Brief » Nothing but a number should be given: how many lines of the records include "Лесная"?

Dataset entries »
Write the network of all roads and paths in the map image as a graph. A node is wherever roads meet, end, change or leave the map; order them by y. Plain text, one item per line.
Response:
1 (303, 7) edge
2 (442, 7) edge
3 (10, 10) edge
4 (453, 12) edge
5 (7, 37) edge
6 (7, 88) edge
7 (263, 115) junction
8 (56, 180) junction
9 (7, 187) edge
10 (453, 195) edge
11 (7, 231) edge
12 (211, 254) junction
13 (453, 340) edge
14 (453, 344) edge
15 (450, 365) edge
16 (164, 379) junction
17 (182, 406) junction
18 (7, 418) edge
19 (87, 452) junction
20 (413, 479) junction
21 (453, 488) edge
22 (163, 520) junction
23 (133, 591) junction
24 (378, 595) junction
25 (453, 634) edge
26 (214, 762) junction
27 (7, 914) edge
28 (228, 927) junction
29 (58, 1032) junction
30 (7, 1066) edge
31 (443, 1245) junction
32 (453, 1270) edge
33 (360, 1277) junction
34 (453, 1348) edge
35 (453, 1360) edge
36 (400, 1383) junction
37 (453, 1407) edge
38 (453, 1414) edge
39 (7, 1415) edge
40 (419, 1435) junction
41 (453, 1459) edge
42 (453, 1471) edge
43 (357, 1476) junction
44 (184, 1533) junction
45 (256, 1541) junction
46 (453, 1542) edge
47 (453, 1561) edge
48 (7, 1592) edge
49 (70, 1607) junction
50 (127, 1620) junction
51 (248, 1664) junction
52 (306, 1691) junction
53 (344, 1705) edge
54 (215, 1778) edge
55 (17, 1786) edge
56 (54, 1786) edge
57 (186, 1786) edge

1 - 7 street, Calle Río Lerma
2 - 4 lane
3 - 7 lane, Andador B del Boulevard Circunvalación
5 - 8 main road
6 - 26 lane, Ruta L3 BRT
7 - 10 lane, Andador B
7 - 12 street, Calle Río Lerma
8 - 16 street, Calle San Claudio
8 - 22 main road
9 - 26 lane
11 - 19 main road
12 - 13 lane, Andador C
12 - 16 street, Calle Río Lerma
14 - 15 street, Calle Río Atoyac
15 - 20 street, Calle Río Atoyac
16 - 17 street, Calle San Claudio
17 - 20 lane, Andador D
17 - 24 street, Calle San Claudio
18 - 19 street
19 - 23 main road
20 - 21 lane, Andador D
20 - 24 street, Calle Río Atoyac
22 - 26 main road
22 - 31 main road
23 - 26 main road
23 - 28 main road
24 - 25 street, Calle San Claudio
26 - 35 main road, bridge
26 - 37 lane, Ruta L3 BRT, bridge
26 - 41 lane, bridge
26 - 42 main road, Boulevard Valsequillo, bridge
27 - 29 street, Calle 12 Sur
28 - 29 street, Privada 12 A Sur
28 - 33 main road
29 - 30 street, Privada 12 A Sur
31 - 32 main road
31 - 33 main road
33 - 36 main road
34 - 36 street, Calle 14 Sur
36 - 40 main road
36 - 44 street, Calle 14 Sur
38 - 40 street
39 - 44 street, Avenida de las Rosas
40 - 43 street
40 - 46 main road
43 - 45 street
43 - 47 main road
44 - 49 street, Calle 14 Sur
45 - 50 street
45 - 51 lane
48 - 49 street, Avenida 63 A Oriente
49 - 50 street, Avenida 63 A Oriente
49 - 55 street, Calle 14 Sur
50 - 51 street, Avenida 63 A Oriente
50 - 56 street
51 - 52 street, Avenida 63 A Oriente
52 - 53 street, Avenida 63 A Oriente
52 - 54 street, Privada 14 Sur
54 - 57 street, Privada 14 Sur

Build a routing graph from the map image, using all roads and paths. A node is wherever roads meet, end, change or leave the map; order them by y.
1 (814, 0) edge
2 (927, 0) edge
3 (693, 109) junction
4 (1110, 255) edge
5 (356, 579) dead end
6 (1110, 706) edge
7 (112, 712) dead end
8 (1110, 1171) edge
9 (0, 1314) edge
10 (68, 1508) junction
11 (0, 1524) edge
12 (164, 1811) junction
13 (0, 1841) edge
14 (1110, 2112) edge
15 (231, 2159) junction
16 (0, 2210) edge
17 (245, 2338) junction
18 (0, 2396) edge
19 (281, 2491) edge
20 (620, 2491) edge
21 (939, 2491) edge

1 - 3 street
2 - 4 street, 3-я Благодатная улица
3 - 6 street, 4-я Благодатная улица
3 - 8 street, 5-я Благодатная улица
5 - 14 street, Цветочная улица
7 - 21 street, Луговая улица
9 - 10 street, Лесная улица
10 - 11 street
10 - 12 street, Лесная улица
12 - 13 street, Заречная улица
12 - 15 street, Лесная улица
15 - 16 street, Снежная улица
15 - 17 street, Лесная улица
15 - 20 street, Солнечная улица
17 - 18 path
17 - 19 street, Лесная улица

Response » 5